In each case our dilemma was similar. There was a remote chance that the oral mass might be something other than malignant cancer. I have very rarely seen such oral lesions turn out to be benign growths, or treatable infections, or allergic reactions. In Caspar's case I wondered if there was any chance that this was a bizarre overgrowth of tissue from the site where the feeding tube had been placed. But for both cats there was no question that far and away the most likely diagnosis was squamous cell carcinoma (SCC).
"Can't you just remove it surgically?" Smokey's owner asked. "Not without removing most of his tongue," I sighed. Surgical removal is the initial treatment of choice for SCC, but usually by the time the tumors are detected, it is too late. Neither radiation nor chemotherapy has been found to be curative, although they are sometimes used in palliative ways to slow progression. Although SCC doesn't tend to spread to other parts of the body, the local tumors are so invasive and fast-growing that most animals are euthanized within two to six months due to poor quality of life. Even with treatment, less than ten percent survive a year. In Caspar's case, it might have been possible to "de-bulk" the mass but a CT scan would probably be needed to accurately determine the amount it had invaded surrounding tissue. Both cats would likely require feeding tubes post-surgically.
Caspar's mother was understandably struggling with her decision. We opted to first try injectable corticosteroids on the unlikely chance that this was an allergic reaction, and with oral antibiotics to treat any secondary bacterial infection. Caspar's quality of life continued to decline. The tumor was occluding his airway and he was struggling to breathe. Both he and his mother had been through so much, we agreed we couldn't fight the tide. Two weeks after first seeing the tumor, we gently ended his suffering.
Smokey's mother also was struggling with what path to take. I suggested she consult an oncologist and see what they had to say. When in doubt, it's always a good idea to get a second opinion, especially from a specialist. The oncologists concurred with our presumptive diagnosis. They discussed the options for biopsy, and staging the cancer with lymph node aspirates, bloodwork, and chest X-rays. They suggested that a surgically placed feeding tube might be in order soon, and confirmed the guarded prognosis.

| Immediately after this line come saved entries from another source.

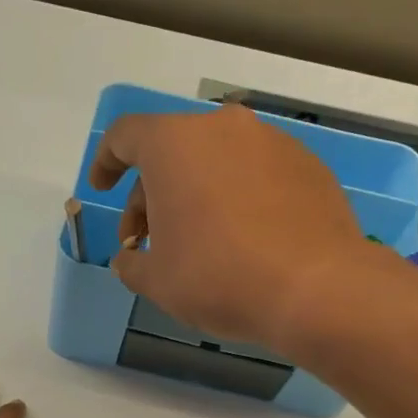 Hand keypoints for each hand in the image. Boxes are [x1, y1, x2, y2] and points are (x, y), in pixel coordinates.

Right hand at [90, 103, 368, 349]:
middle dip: (150, 195)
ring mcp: (271, 142)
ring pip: (215, 161)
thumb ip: (131, 263)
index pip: (125, 136)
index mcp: (174, 144)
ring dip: (194, 195)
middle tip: (145, 241)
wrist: (316, 289)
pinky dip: (236, 197)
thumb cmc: (218, 277)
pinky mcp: (307, 165)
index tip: (101, 189)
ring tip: (195, 244)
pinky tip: (240, 240)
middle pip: (171, 152)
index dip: (105, 162)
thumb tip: (129, 260)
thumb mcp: (156, 280)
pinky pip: (254, 174)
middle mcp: (223, 128) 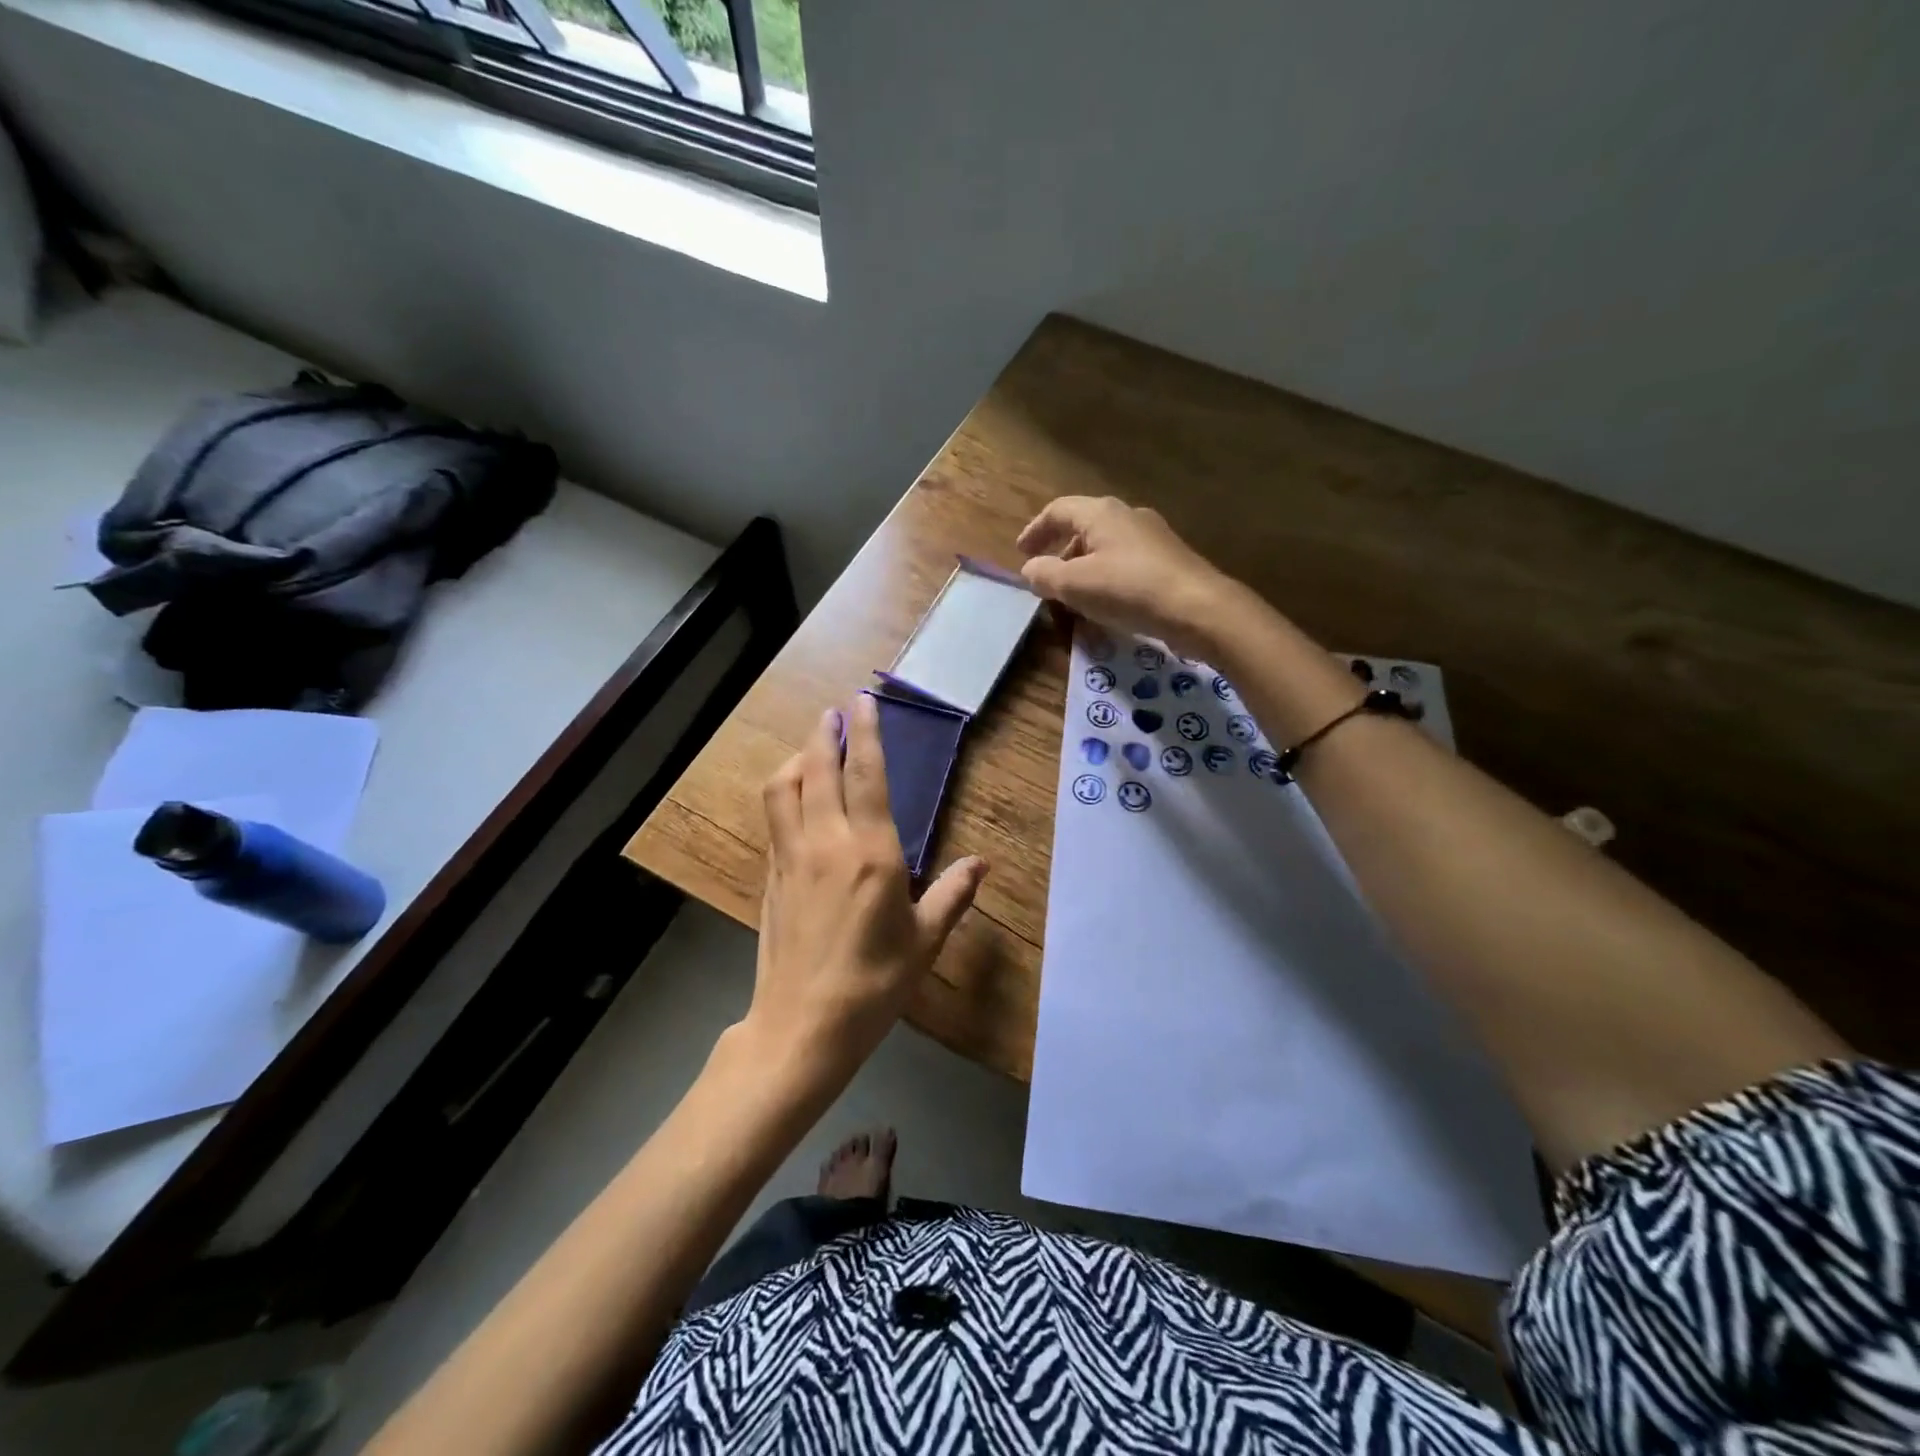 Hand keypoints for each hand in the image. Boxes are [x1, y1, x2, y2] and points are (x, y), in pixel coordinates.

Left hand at [749, 694, 987, 1076]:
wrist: (803, 1026)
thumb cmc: (874, 983)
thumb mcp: (925, 941)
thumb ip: (953, 895)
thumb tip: (980, 863)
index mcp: (870, 853)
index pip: (865, 776)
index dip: (865, 733)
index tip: (863, 702)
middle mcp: (825, 843)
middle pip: (817, 770)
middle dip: (825, 733)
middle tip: (835, 711)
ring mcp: (791, 858)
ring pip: (783, 789)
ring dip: (797, 759)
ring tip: (813, 749)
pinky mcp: (771, 877)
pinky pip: (775, 819)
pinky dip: (785, 794)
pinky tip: (796, 800)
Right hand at [1016, 496, 1241, 659]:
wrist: (1198, 609)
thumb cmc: (1129, 590)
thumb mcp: (1075, 585)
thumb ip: (1045, 575)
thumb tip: (1030, 570)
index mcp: (1101, 513)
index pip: (1058, 510)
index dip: (1035, 531)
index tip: (1021, 554)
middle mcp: (1128, 516)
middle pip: (1083, 528)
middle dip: (1060, 553)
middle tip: (1047, 579)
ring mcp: (1152, 538)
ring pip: (1106, 548)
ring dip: (1083, 569)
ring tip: (1074, 598)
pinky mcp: (1168, 562)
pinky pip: (1126, 564)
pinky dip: (1106, 579)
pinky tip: (1107, 605)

Smokey's mom decided against further work-up but took the oncologists' advice concerning pain medication and antibiotics. They also suggested a medication called piroxicam that is sometimes used in the palliative care of several different kinds of cancer. Smokey's mom is now consulting with other veterinarians who do complementary medicine, such as herbal treatments. I hope she finds a magic potion. I hope someone somewhere finds a magic potion, as, for now, conventional medicine has little else to offer.